(DATA UNDER STUDY)
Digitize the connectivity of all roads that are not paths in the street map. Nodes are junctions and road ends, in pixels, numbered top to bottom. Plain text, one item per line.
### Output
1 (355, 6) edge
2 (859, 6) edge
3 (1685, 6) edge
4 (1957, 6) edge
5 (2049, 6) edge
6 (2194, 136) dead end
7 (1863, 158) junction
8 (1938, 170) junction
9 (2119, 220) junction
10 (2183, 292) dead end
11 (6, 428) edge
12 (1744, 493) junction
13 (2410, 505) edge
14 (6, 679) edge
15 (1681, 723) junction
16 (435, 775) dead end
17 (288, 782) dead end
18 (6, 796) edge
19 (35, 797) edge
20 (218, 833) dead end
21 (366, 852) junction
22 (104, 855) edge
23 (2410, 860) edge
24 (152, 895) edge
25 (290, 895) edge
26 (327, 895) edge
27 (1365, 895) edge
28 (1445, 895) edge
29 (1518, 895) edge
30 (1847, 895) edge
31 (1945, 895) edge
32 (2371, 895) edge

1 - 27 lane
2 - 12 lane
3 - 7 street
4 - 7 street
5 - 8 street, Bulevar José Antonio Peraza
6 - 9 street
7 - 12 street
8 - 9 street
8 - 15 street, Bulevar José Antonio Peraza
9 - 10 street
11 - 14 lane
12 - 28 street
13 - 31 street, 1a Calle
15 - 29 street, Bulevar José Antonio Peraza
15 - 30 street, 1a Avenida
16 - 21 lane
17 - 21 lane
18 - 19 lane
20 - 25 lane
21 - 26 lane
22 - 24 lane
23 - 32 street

(EXERCISE GOAL)
If a line of the records above holds the word "Antonio", show it.

(THE ANSWER)
5 - 8 street, Bulevar José Antonio Peraza
8 - 15 street, Bulevar José Antonio Peraza
15 - 29 street, Bulevar José Antonio Peraza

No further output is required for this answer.